Texte destiné au Comité de Soutien
« Les petits cons de la
Femis… Je ne dis pas que tous les élèves de la Femis sont
Mais c’est
difficile quand on vous forme à être un bon petit soldat. »
(Jean-Marie Straub)
Parce que la Femis n’est pas l’armée, parce que la
Femis se veut une école de cinéma, parce que la Femis en vaut encore le coup,
nous avons décidé le lundi 23 mars 2009 de nous arrêter pour réfléchir sur
notre école et de nous battre afin d’en faire un vrai lieu de rencontre, de
partage, de réflexion, d’ouverture et surtout de création cinématographique.
Dans la France
d’aujourd’hui, où d’intenses luttes sociales s’opposent à un
pouvoir arrogant, la créativité et la pensée semblent devenues suspectes.

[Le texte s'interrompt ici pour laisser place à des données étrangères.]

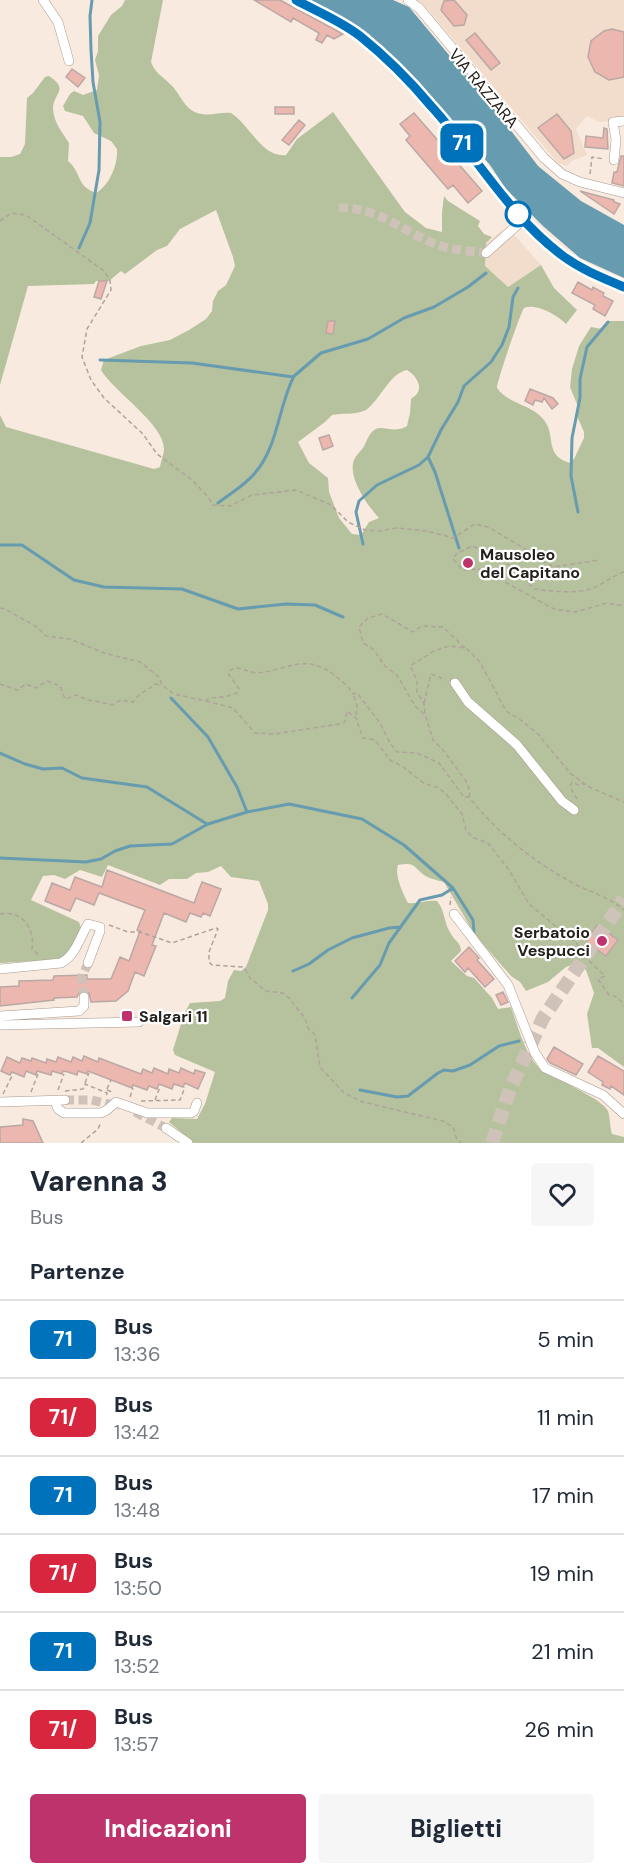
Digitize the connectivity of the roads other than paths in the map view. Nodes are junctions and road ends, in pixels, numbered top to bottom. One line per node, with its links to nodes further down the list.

Or, depuis des années, la Femis contribue, consciemment ou pas, à cet état des
choses. Elle est devenue une institution qui se noie dans son administration
lourde et l’autosatisfaction de son fonctionnement bien rodé.
L’extrait d’un
audit réalisé à la Femis en novembre 1999 pointait déjà le problème : « C’est
comme si la culture propre au milieu du cinéma avait déteint sur l’école et
c’est évidemment l’effet inverse qu’il faudrait atteindre. » Le
corporatisme, la hiérarchie, l’incompétence de décisionnaires qui favorisent
l’efficacité et le conformisme plutôt que l’originalité se retrouvent dans
notre école. Refusant cette fatalité, nous souhaitons briser cet état des
choses.
Nous entrons
dans cette école avec des envies de cinéma, nous en sortons avec une impression
de gâchis. Nous ne voulons bien sûr pas nous dédouaner entièrement de la
responsabilité des films que nous faisons. Reste que cette école est une
vieille machine ronronnante où surtout rien ne doit changer, où les cahiers des
charges des exercices imposés ne sont pas des contraintes propres à stimuler
l’inventivité, mais des oeillères, des verrous. La tension entre contrainte et
liberté qui est le propre de la création et sur laquelle une école d’art nous
semble tout de même tenue d’avoir des idées, n’est soutenue par aucune pensée.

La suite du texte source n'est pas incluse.